■ WHAT TO WORK ON
Please show every line from the entries that carries the word "dict".

***** DATA EXCERPTS *****

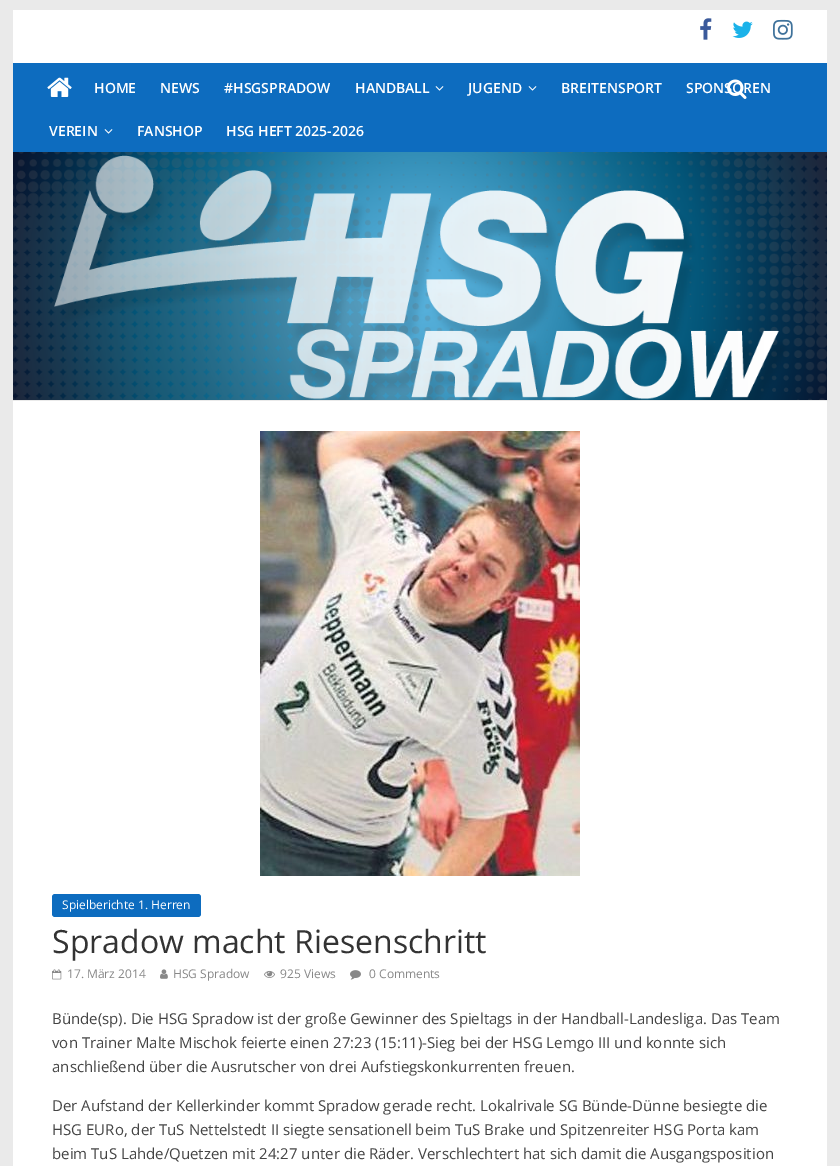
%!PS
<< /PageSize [840 1166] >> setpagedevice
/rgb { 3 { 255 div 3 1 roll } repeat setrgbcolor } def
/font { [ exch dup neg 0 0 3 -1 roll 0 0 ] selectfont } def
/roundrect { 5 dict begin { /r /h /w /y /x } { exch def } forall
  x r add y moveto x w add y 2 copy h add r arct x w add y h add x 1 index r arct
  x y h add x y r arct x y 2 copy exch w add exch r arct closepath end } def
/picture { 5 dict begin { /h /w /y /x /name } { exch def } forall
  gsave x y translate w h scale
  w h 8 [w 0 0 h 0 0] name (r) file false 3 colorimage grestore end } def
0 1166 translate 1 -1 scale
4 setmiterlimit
234 234 234 rgb
0 0 840 1166 rectfill
255 255 255 rgb
13 10 814 53 rectfill
(img/1.rgb) 700 18 12 22 picture
(img/2.rgb) 732 21 21 17 picture
(img/3.rgb) 773 19 20 21 picture
13 108 191 rgb
13 63 814 89 rectfill
(img/4.rgb) 47 77 25 20 picture
(img/6.rgb) 435 86 9 5 picture
(img/6.rgb) 528 86 9 5 picture
(img/6.rgb) 104 129 9 5 picture
(img/7.rgb) 13 152 814 248 picture
255 255 255 rgb
13 401 814 765 rectfill
(img/8.rgb) 260 431 320 445 picture
13 108 191 rgb
52 894 149 23 3 roundrect fill
(img/9.rgb) 52 969 10 11 picture
(img/10.rgb) 160 969 8 10 picture
(img/11.rgb) 264 970 11 8 picture
(img/12.rgb) 350 970 11 10 picture
/OpenSans-SemiBold 14 font
255 255 255 rgb
[
  [(HOME) 94 93]
  [(NEWS) 160 93]
  [(#HSGSPRADOW) 224 93]
  [(HANDBALL) 355 93]
  [(JUGEND) 468 93]
  [(BREITENSPORT) 561 93]
  [(SPONSOREN) 686 93]
] { aload pop moveto show } forall
(img/5.rgb) 727 79 20 20 picture
[
  [(VEREIN) 49 136]
  [(FANSHOP) 137 136]
  [(HSG HEFT 2025-2026) 226 136]
] { aload pop moveto show } forall
/OpenSans-Regular 12 font
62 909 moveto (Spielberichte 1. Herren) show
/OpenSans-Regular 32 font
51 51 51 rgb
52 953 moveto (Spradow macht Riesenschritt) show
/OpenSans-Regular 12 font
136 136 136 rgb
[
  [(17. März 2014) 67 978]
  [(HSG Spradow) 173 978]
  [(925 Views) 280 978]
  [(0 Comments) 369 978]
] { aload pop moveto show } forall
/OpenSans-Regular 15 font
68 68 68 rgb
[
  [(Bünde\(sp\). Die HSG Spradow ist der große Gewinner des Spieltags in der Handball-Landesliga. Das Team) 52 1024]
  [(von Trainer Malte Mischok feierte einen 27:23 \(15:11\)-Sieg bei der HSG Lemgo III und konnte sich) 52 1048]
  [(anschließend über die Ausrutscher von drei Aufstiegskonkurrenten freuen.) 52 1072]
  [(Der Aufstand der Kellerkinder kommt Spradow gerade recht. Lokalrivale SG Bünde-Dünne besiegte die) 52 1111]
  [(HSG EURo, der TuS Nettelstedt II siegte sensationell beim TuS Brake und Spitzenreiter HSG Porta kam) 52 1135]
  [(beim TuS Lahde/Quetzen mit 24:27 unter die Räder. Verschlechtert hat sich damit die Ausgangsposition) 52 1159]
] { aload pop moveto show } forall
showpage
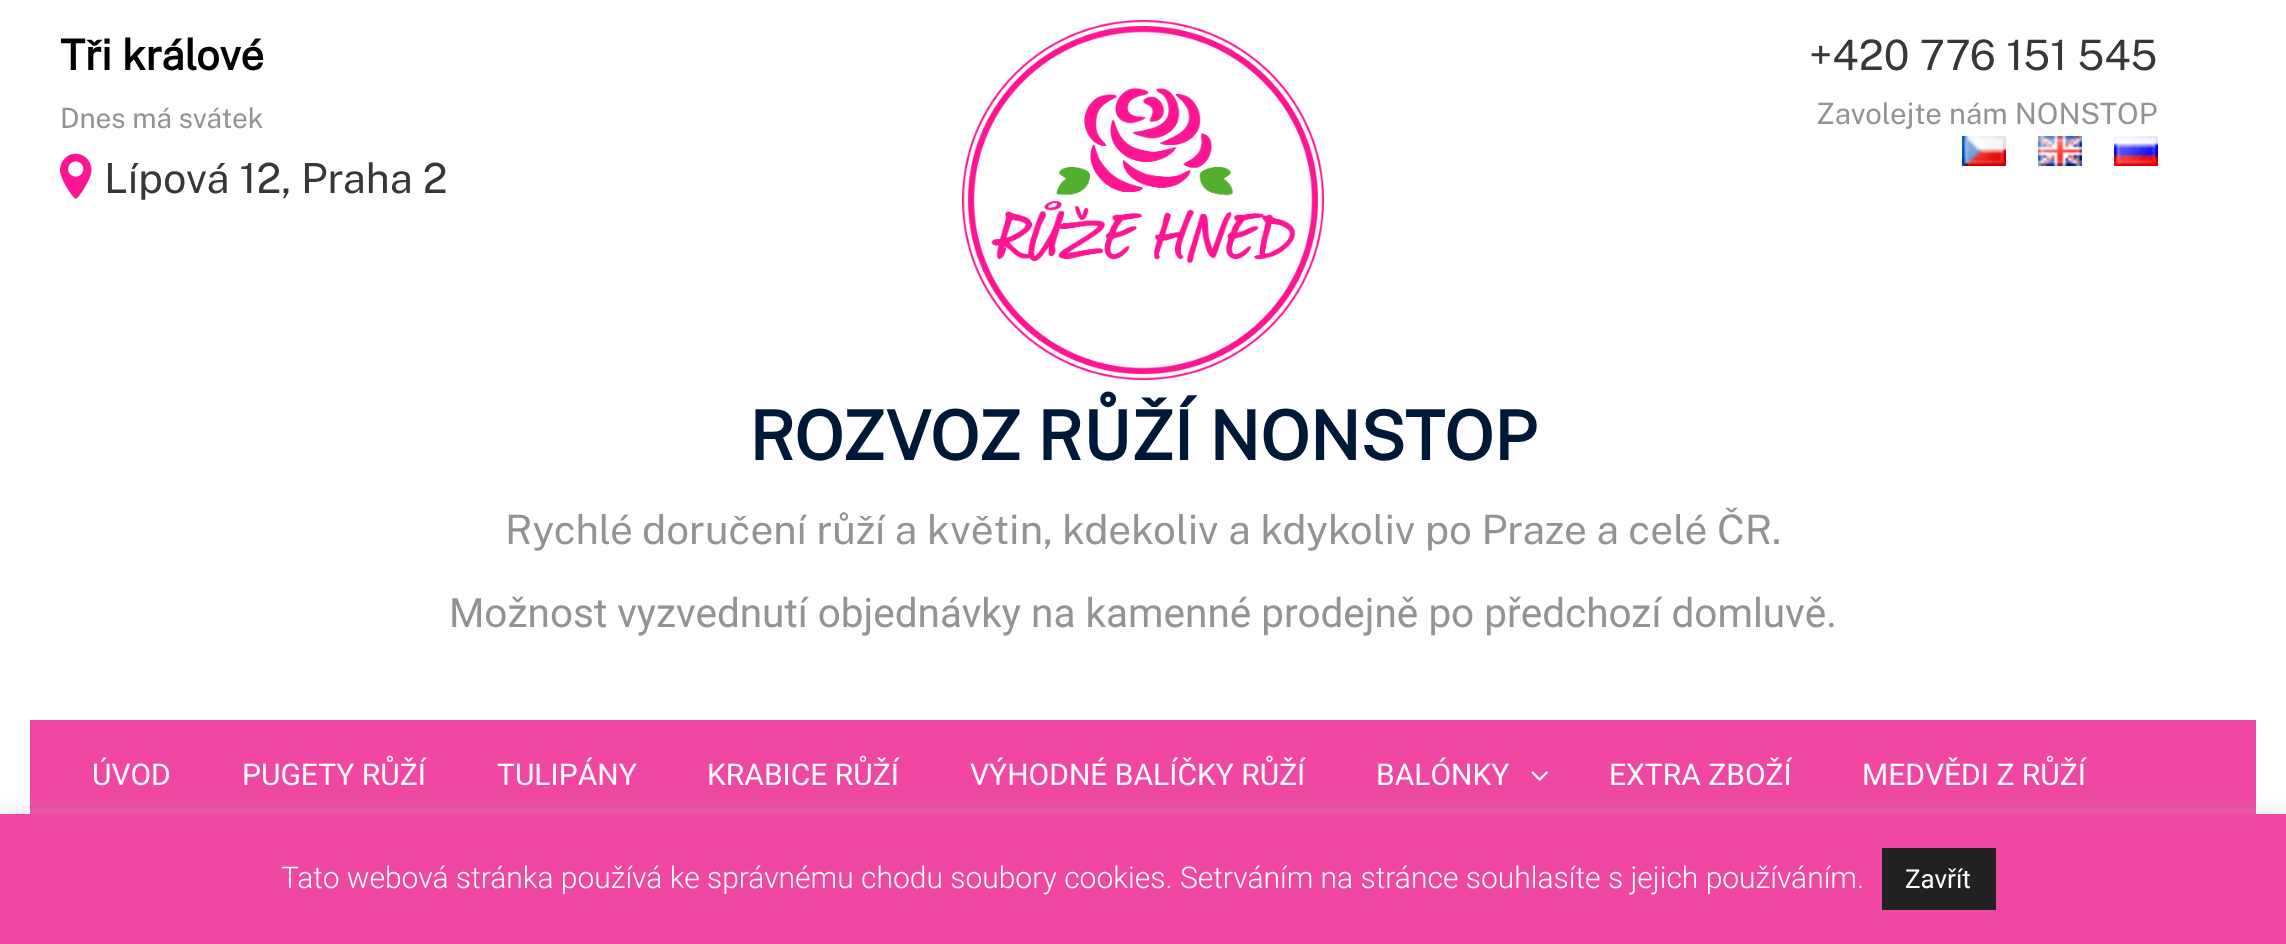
<?xml version="1.0" encoding="UTF-8"?>
<svg xmlns="http://www.w3.org/2000/svg" width="2286" height="944">
    <defs>
        <filter id="blur1" x="-50%" y="-200%" width="200%" height="500%"><feGaussianBlur stdDeviation="10"/></filter>
    </defs>
    <rect width="100%" height="100%" fill="#FFFFFF"/>
    <text x="60" y="70" font-family="Public Sans" font-size="42" font-weight="700" fill="#000000">Tři králové</text>
    <text x="60" y="128" font-family="Public Sans" font-size="28" font-weight="100" fill="#949393">Dnes má svátek</text>
    <image x="60" y="153" width="32" height="46" href="img_01.png"/>
    <text x="104" y="193" font-family="Public Sans" font-size="41.5" font-weight="100" fill="#383737">Lípová 12, Praha 2</text>
    <text x="1809" y="70" font-family="Public Sans" font-size="42" font-weight="100" fill="#383737">+420 776 151 545</text>
    <text x="1816" y="124" font-family="Public Sans" font-size="29.4" font-weight="100" fill="#949393">Zavolejte nám NONSTOP</text>
    <image x="1962" y="136" width="44" height="30" href="img_02.png"/>
    <image x="2038" y="136" width="44" height="30" href="img_03.png"/>
    <image x="2114" y="136" width="44" height="30" href="img_04.png"/>
    <image x="962" y="20" width="362" height="360" href="img_05.png"/>
    <text x="749" y="460" font-family="Public Sans" font-size="67.5" font-weight="700" fill="#001837">ROZVOZ RŮŽÍ NONSTOP</text>
    <text x="505" y="544" font-family="Public Sans" font-size="40.5" font-weight="100" fill="#949393">Rychlé doručení růží a květin, kdekoliv a kdykoliv po Praze a celé ČR.</text>
    <text x="449" y="627" font-family="Roboto" font-size="40.5" fill="#949393">Možnost vyzvednutí objednávky na kamenné prodejně po předchozí domluvě.</text>
    <rect x="30" y="720" width="2226" height="94" fill="#EF47A2"/>
    <text x="92" y="785" font-family="Heebo" font-size="30" fill="#FDFDFD">ÚVOD</text>
    <text x="242" y="785" font-family="Heebo" font-size="30" fill="#FDFDFD">PUGETY RŮŽÍ</text>
    <text x="497" y="785" font-family="Heebo" font-size="30" fill="#FDFDFD">TULIPÁNY</text>
    <text x="707" y="785" font-family="Heebo" font-size="30" fill="#FDFDFD">KRABICE RŮŽÍ</text>
    <text x="970" y="785" font-family="Heebo" font-size="30" fill="#FDFDFD">VÝHODNÉ BALÍČKY RŮŽÍ</text>
    <text x="1376" y="785" font-family="Heebo" font-size="30" fill="#FDFDFD">BALÓNKY</text>
    <image x="1531" y="771" width="17" height="10" href="img_06.png"/>
    <text x="1609" y="785" font-family="Heebo" font-size="30" fill="#FDFDFD">EXTRA ZBOŽÍ</text>
    <text x="1862" y="785" font-family="Heebo" font-size="30" fill="#FDFDFD">MEDVĚDI Z RŮŽÍ</text>
    <rect x="0" y="812" width="2286" height="130" fill="#ACABAB" fill-opacity="0.3" filter="url(#blur1)"/>
    <rect x="0" y="814" width="2286" height="130" fill="#EF47A2"/>
    <text x="281" y="888" font-family="Roboto" font-size="30" font-weight="300" fill="#FDFDFD">Tato webová stránka používá ke správnému chodu soubory cookies. Setrváním na stránce souhlasíte s jejich používáním.</text>
    <rect x="1882" y="848" width="114" height="62" fill="#212121"/>
    <text x="1905" y="888" font-family="Roboto" font-size="26" fill="#FDFDFD">Zavřít</text>
</svg>
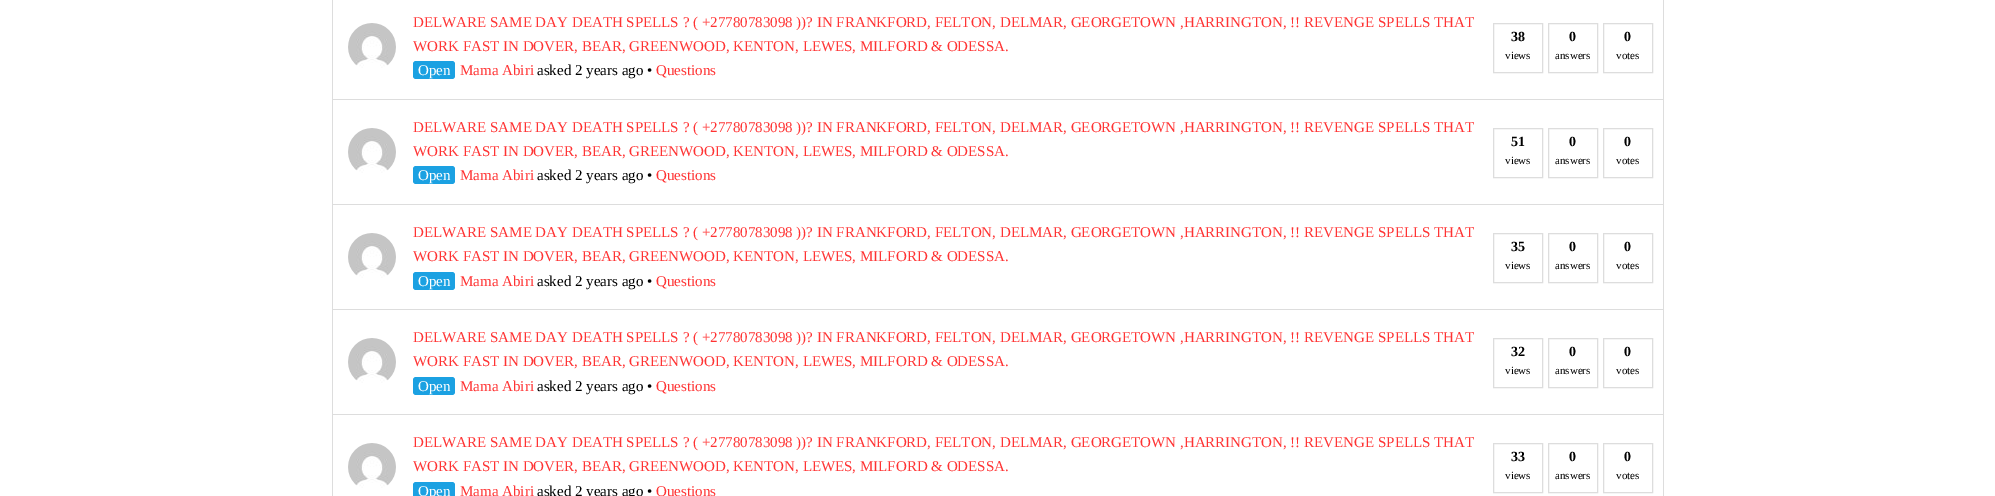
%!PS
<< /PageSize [1995 496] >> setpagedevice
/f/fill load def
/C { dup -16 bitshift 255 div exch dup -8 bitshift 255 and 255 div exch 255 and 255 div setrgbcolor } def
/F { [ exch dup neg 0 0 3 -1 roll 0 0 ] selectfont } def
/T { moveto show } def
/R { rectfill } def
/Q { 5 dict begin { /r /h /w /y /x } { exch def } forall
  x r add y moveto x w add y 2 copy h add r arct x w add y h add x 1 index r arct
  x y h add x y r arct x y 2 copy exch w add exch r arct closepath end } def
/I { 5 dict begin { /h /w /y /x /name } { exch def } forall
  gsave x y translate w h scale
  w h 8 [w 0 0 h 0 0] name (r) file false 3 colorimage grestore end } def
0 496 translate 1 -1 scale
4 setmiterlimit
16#FFFFFF C
0 0 1995 496 R
16#DDDDDD C
1663 0 1 496 R
332 99 1332 1 R
332 0 1 100 R
/LiberationSerif-Regular 15 F
16#FF3333 C
(DELWARE SAME DAY DEATH SPELLS ? \( +27780783098 \)\)? IN FRANKFORD, FELTON, DELMAR, GEORGETOWN ,HARRINGTON, !! REVENGE SPELLS THAT) 413 27 T
(WORK FAST IN DOVER, BEAR, GREENWOOD, KENTON, LEWES, MILFORD & ODESSA.) 413 51 T
16#DDDDDD C
1493.5 23.5 49 49 rectstroke
/LiberationSerif-Bold 14 F
16#000000 C
(38) 1511 41 T
/LiberationSerif-Regular 11 F
(views) 1505 59 T
16#DDDDDD C
1548.5 23.5 49 49 rectstroke
/LiberationSerif-Bold 14 F
16#000000 C
(0) 1569 41 T
/LiberationSerif-Regular 11 F
(answers) 1555 59 T
16#DDDDDD C
1603.5 23.5 49 49 rectstroke
/LiberationSerif-Bold 14 F
16#000000 C
(0) 1624 41 T
/LiberationSerif-Regular 11 F
(votes) 1616 59 T
16#1BA1E2 C
413 61 42 18 3 Q f
/LiberationSerif-Regular 15 F
16#FFFFFF C
(Open) 418 75 T
(1.rgb) 348 23 48 45 I
16#FF3333 C
(Mama Abiri) 460 75 T
16#000000 C
(asked 2 years ago •) 537 75 T
16#FF3333 C
(Questions) 656 75 T
16#DDDDDD C
332 204 1332 1 R
332 100 1 105 R
16#FF3333 C
(DELWARE SAME DAY DEATH SPELLS ? \( +27780783098 \)\)? IN FRANKFORD, FELTON, DELMAR, GEORGETOWN ,HARRINGTON, !! REVENGE SPELLS THAT) 413 132 T
(WORK FAST IN DOVER, BEAR, GREENWOOD, KENTON, LEWES, MILFORD & ODESSA.) 413 156 T
16#DDDDDD C
1493.5 128.5 49 49 rectstroke
/LiberationSerif-Bold 14 F
16#000000 C
(51) 1511 146 T
/LiberationSerif-Regular 11 F
(views) 1505 164 T
16#DDDDDD C
1548.5 128.5 49 49 rectstroke
/LiberationSerif-Bold 14 F
16#000000 C
(0) 1569 146 T
/LiberationSerif-Regular 11 F
(answers) 1555 164 T
16#DDDDDD C
1603.5 128.5 49 49 rectstroke
/LiberationSerif-Bold 14 F
16#000000 C
(0) 1624 146 T
/LiberationSerif-Regular 11 F
(votes) 1616 164 T
16#1BA1E2 C
413 166 42 18 3 Q f
/LiberationSerif-Regular 15 F
16#FFFFFF C
(Open) 418 180 T
(2.rgb) 348 128 48 45 I
16#FF3333 C
(Mama Abiri) 460 180 T
16#000000 C
(asked 2 years ago •) 537 180 T
16#FF3333 C
(Questions) 656 180 T
16#DDDDDD C
332 309 1332 1 R
332 205 1 105 R
16#FF3333 C
(DELWARE SAME DAY DEATH SPELLS ? \( +27780783098 \)\)? IN FRANKFORD, FELTON, DELMAR, GEORGETOWN ,HARRINGTON, !! REVENGE SPELLS THAT) 413 237 T
(WORK FAST IN DOVER, BEAR, GREENWOOD, KENTON, LEWES, MILFORD & ODESSA.) 413 261 T
16#DDDDDD C
1493.5 233.5 49 49 rectstroke
/LiberationSerif-Bold 14 F
16#000000 C
(35) 1511 251 T
/LiberationSerif-Regular 11 F
(views) 1505 269 T
16#DDDDDD C
1548.5 233.5 49 49 rectstroke
/LiberationSerif-Bold 14 F
16#000000 C
(0) 1569 251 T
/LiberationSerif-Regular 11 F
(answers) 1555 269 T
16#DDDDDD C
1603.5 233.5 49 49 rectstroke
/LiberationSerif-Bold 14 F
16#000000 C
(0) 1624 251 T
/LiberationSerif-Regular 11 F
(votes) 1616 269 T
16#1BA1E2 C
413 272 42 18 3 Q f
/LiberationSerif-Regular 15 F
16#FFFFFF C
(Open) 418 286 T
(2.rgb) 348 233 48 45 I
16#FF3333 C
(Mama Abiri) 460 286 T
16#000000 C
(asked 2 years ago •) 537 286 T
16#FF3333 C
(Questions) 656 286 T
16#DDDDDD C
332 414 1332 1 R
332 310 1 186 R
16#FF3333 C
(DELWARE SAME DAY DEATH SPELLS ? \( +27780783098 \)\)? IN FRANKFORD, FELTON, DELMAR, GEORGETOWN ,HARRINGTON, !! REVENGE SPELLS THAT) 413 342 T
(WORK FAST IN DOVER, BEAR, GREENWOOD, KENTON, LEWES, MILFORD & ODESSA.) 413 366 T
16#DDDDDD C
1493.5 338.5 49 49 rectstroke
/LiberationSerif-Bold 14 F
16#000000 C
(32) 1511 356 T
/LiberationSerif-Regular 11 F
(views) 1505 374 T
16#DDDDDD C
1548.5 338.5 49 49 rectstroke
/LiberationSerif-Bold 14 F
16#000000 C
(0) 1569 356 T
/LiberationSerif-Regular 11 F
(answers) 1555 374 T
16#DDDDDD C
1603.5 338.5 49 49 rectstroke
/LiberationSerif-Bold 14 F
16#000000 C
(0) 1624 356 T
/LiberationSerif-Regular 11 F
(votes) 1616 374 T
16#1BA1E2 C
413 377 42 18 3 Q f
/LiberationSerif-Regular 15 F
16#FFFFFF C
(Open) 418 391 T
(2.rgb) 348 338 48 45 I
16#FF3333 C
(Mama Abiri) 460 391 T
16#000000 C
(asked 2 years ago •) 537 391 T
16#FF3333 C
(Questions) 656 391 T
(DELWARE SAME DAY DEATH SPELLS ? \( +27780783098 \)\)? IN FRANKFORD, FELTON, DELMAR, GEORGETOWN ,HARRINGTON, !! REVENGE SPELLS THAT) 413 447 T
(WORK FAST IN DOVER, BEAR, GREENWOOD, KENTON, LEWES, MILFORD & ODESSA.) 413 471 T
16#DDDDDD C
1493.5 443.5 49 49 rectstroke
/LiberationSerif-Bold 14 F
16#000000 C
(33) 1511 461 T
/LiberationSerif-Regular 11 F
(views) 1505 479 T
16#DDDDDD C
1548.5 443.5 49 49 rectstroke
/LiberationSerif-Bold 14 F
16#000000 C
(0) 1569 461 T
/LiberationSerif-Regular 11 F
(answers) 1555 479 T
16#DDDDDD C
1603.5 443.5 49 49 rectstroke
/LiberationSerif-Bold 14 F
16#000000 C
(0) 1624 461 T
/LiberationSerif-Regular 11 F
(votes) 1616 479 T
16#1BA1E2 C
413 482 42 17 3 Q f
/LiberationSerif-Regular 15 F
16#FFFFFF C
(Open) 418 496 T
(2.rgb) 348 443 48 45 I
16#FF3333 C
(Mama Abiri) 460 496 T
16#000000 C
(asked 2 years ago •) 537 496 T
16#FF3333 C
(Questions) 656 496 T
showpage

*****

■ RESULT OF THIS EXERCISE
/roundrect { 5 dict begin { /r /h /w /y /x } { exch def } forall
/picture { 5 dict begin { /h /w /y /x /name } { exch def } forall
/Q { 5 dict begin { /r /h /w /y /x } { exch def } forall
/I { 5 dict begin { /h /w /y /x /name } { exch def } forall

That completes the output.